Vor Kurzem gab Familienministerin Kristina Schröder kleinlaut zu, dass sie es bereut 3 Monate nach Geburt ihrer Tochter wieder zurück an ihren Arbeitsplatz gekehrt zu sein.

Gestern las ich online das Interview mit einer Managerin bei TAZ online: Managerin über Frauen und Karriere – „Machen wir uns nichts vor“

Der Pressegrundtenor ist also derzeit: Karriere und Familie – an einer Stelle muss man(n)/frau wohl Abstriche machen.

Aber auch: stürzt man sich in die Arbeit ist man eine Rabenmutter, legt man den Schwerpunkt auf Familie ist man eine gluckende Hausfrau.

Meine Erfahrungen aus diversen Gesprächen bei Treffen und mit Freundinnen ist, FRAU will für ihre Kinder da sein, aber sich auch selbstwirksam und wertgeschätzt fühlen. Nebenbei muss meistens noch die Haushaltskasse im Auge behalten werden. Die jeweilige Traumvariante ist oft nicht möglich.

Das ist bei mir nicht anders.
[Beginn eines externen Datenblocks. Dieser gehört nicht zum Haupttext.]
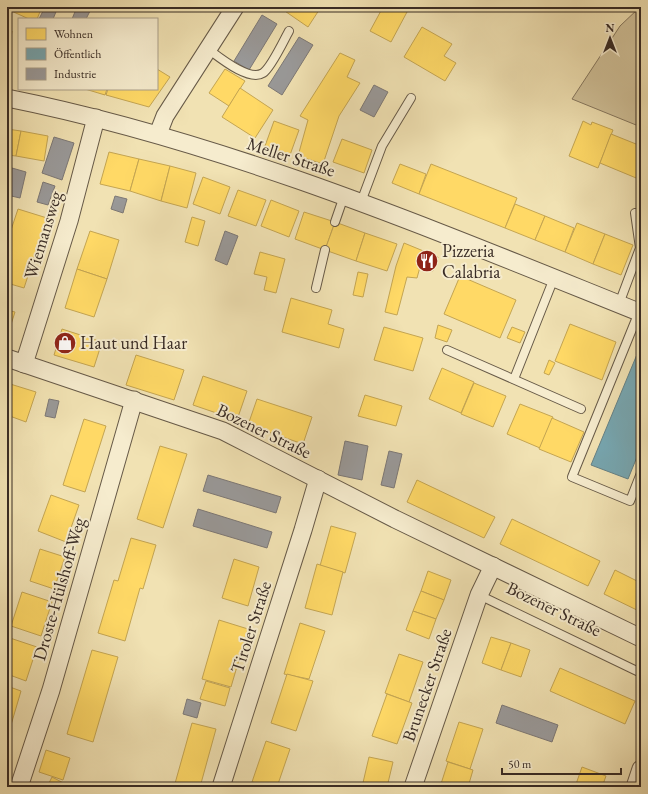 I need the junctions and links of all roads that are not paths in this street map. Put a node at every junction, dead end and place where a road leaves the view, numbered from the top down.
1 (236, 7) edge
2 (289, 31) dead end
3 (208, 49) junction
4 (7, 98) edge
5 (411, 98) dead end
6 (96, 118) junction
7 (158, 134) junction
8 (344, 196) junction
9 (361, 202) junction
10 (635, 213) dead end
11 (335, 222) dead end
12 (325, 250) dead end
13 (554, 278) junction
14 (316, 288) dead end
15 (619, 304) junction
16 (640, 312) edge
17 (446, 350) dead end
18 (7, 358) edge
19 (24, 364) junction
20 (514, 379) junction
21 (134, 400) junction
22 (581, 409) dead end
23 (641, 473) edge
24 (318, 479) junction
25 (493, 566) junction
26 (479, 596) junction
27 (641, 638) edge
28 (641, 673) edge
29 (641, 769) edge
30 (19, 787) edge
31 (221, 787) edge
32 (413, 787) edge
33 (635, 787) edge

1 - 3 street
2 - 3 lane
3 - 7 street
4 - 6 street, Meller Straße
5 - 9 lane
6 - 7 street, Meller Straße
6 - 19 street, Wiemansweg
7 - 8 street, Meller Straße
8 - 9 street, Meller Straße
8 - 11 lane
9 - 13 street, Meller Straße
10 - 15 lane
12 - 14 lane
13 - 15 street, Meller Straße
13 - 20 lane
15 - 16 street, Meller Straße
16 - 23 lane
17 - 20 lane
18 - 19 street, Bozener Straße
19 - 21 street, Bozener Straße
20 - 22 lane
21 - 24 street, Bozener Straße
21 - 30 street, Droste-Hülshoff-Weg
24 - 25 street, Bozener Straße
24 - 31 street, Tiroler Straße
25 - 26 street, Bozener Straße
25 - 27 street, Bozener Straße
26 - 28 lane, Bozener Straße
26 - 32 street, Brunecker Straße
29 - 33 street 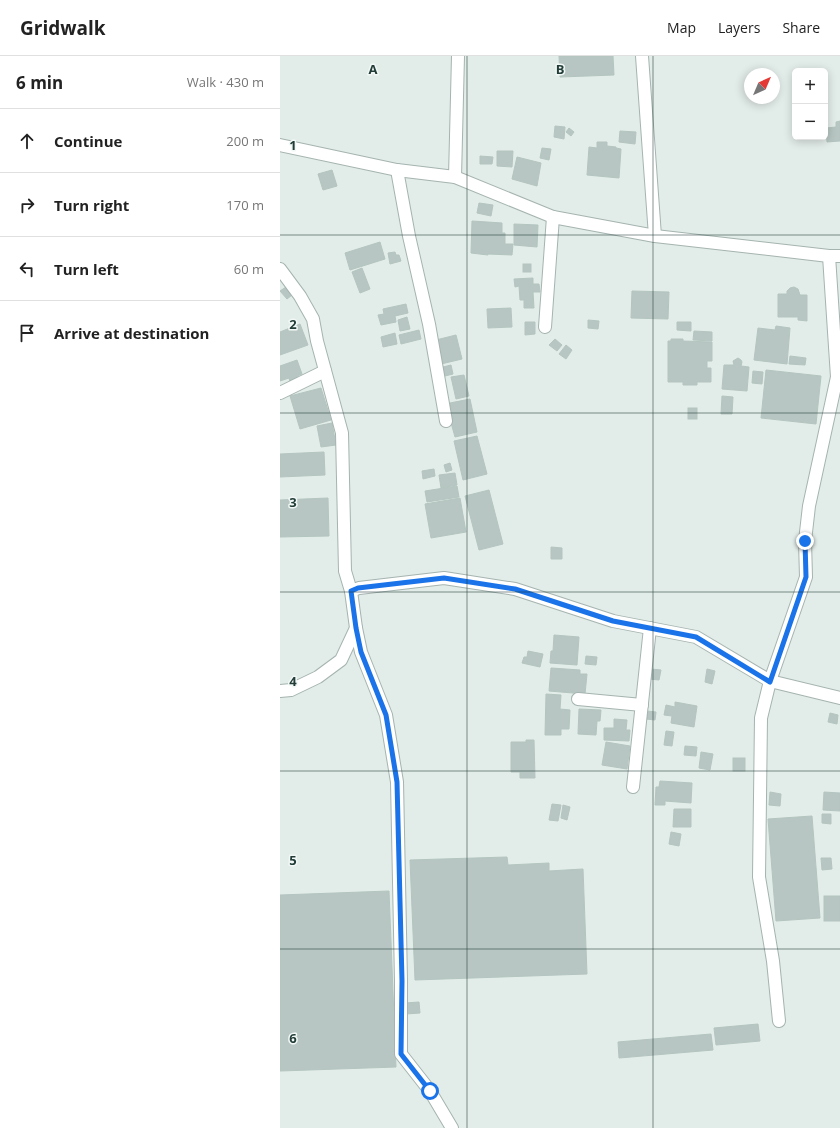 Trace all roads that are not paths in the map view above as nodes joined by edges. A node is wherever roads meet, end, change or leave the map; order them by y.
1 (458, 56) edge
2 (642, 56) edge
3 (280, 145) edge
4 (397, 170) junction
5 (455, 177) junction
6 (553, 217) junction
7 (655, 236) junction
8 (835, 256) edge
9 (280, 269) edge
10 (545, 327) dead end
11 (325, 371) junction
12 (280, 393) edge
13 (446, 421) dead end
14 (351, 591) junction
15 (356, 628) junction
16 (650, 628) junction
17 (770, 682) junction
18 (280, 690) edge
19 (840, 698) edge
20 (578, 699) dead end
21 (642, 705) junction
22 (634, 787) dead end
23 (780, 1021) dead end
24 (452, 1128) edge

1 - 5 street
2 - 7 street
3 - 4 street
4 - 5 street
4 - 13 street
5 - 6 street
6 - 7 street
6 - 10 street
7 - 8 street
8 - 17 street
9 - 11 street
11 - 12 street
11 - 14 street
14 - 15 street
14 - 16 street
15 - 18 street
15 - 24 street
16 - 17 street
16 - 21 street
17 - 19 street
17 - 23 street
20 - 21 street
21 - 22 street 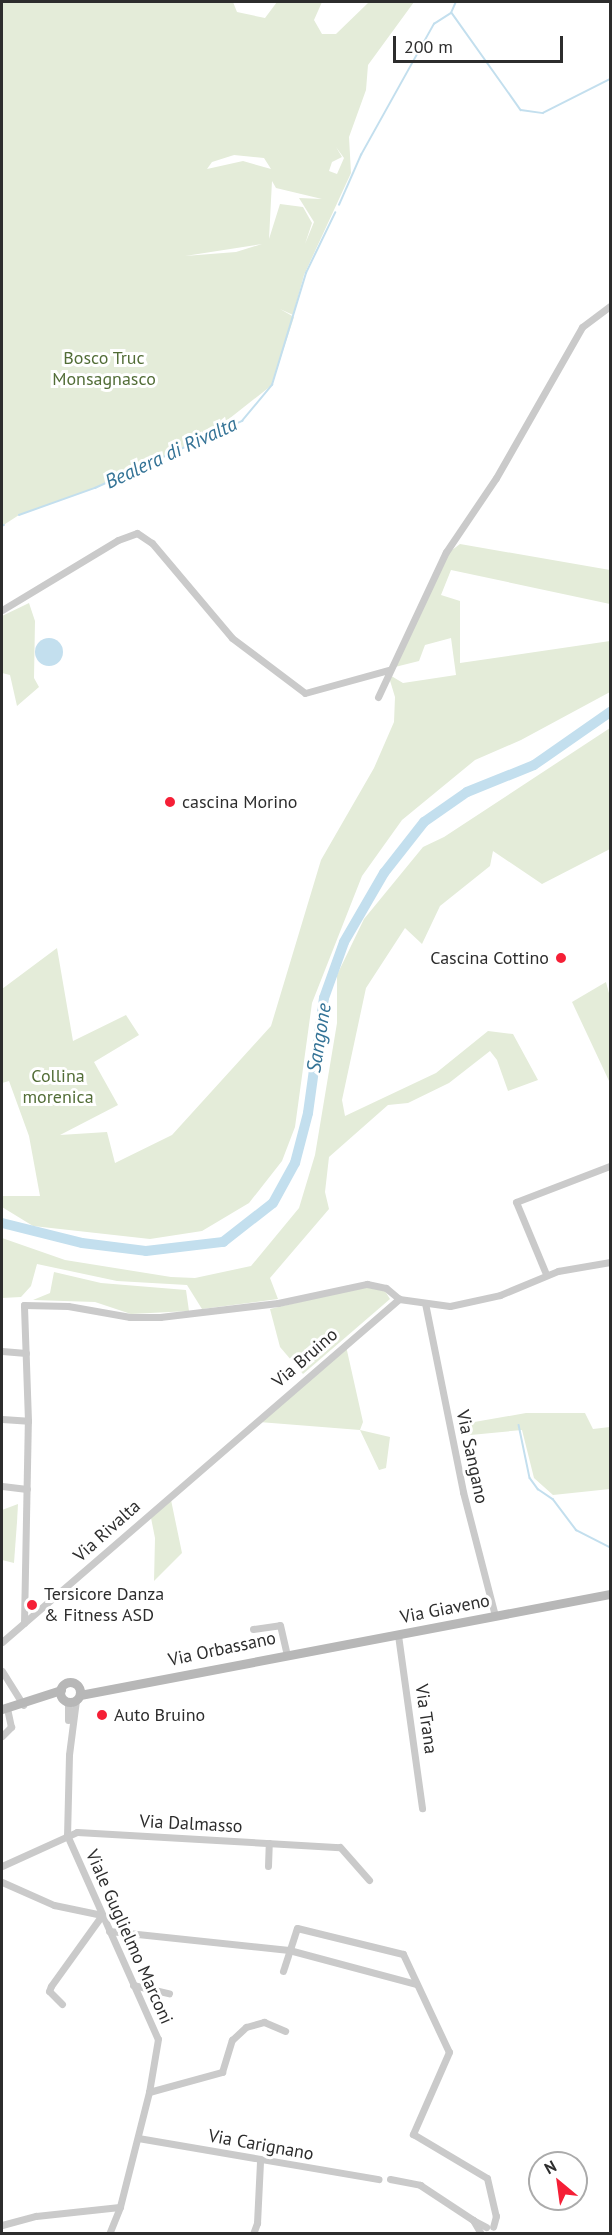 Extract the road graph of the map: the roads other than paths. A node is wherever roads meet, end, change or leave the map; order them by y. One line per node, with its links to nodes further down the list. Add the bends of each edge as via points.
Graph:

Der Druck vom persönlichen Umfeld ist hin und wieder gefühlt hoch: „Wann fängst Du endlich mit Arbeiten an?“ „Wie lange willst Du noch weiter auf Studentenniveau leben?!“ „Du willst in Teilzeit arbeiten? Wir haben es auch mit Kindern in Vollzeitarbeit geschafft“ „Was?! Facharzt ist erst in 10 Jahren Dein Ziel?“ *bla-blub-bla*

Karriere und Familie

Also wie schafft man den Balanceakt oder auch Spagat zwischen Familie und Karriere?

Wie managt Ihr Familie und Arbeitswelt? Habt Ihr einen Masterplan?
… oder verlegt Ihr den Karrierestart gleich bei einem positiven Schwangerschaftstest nach den 50. Geburtstag?!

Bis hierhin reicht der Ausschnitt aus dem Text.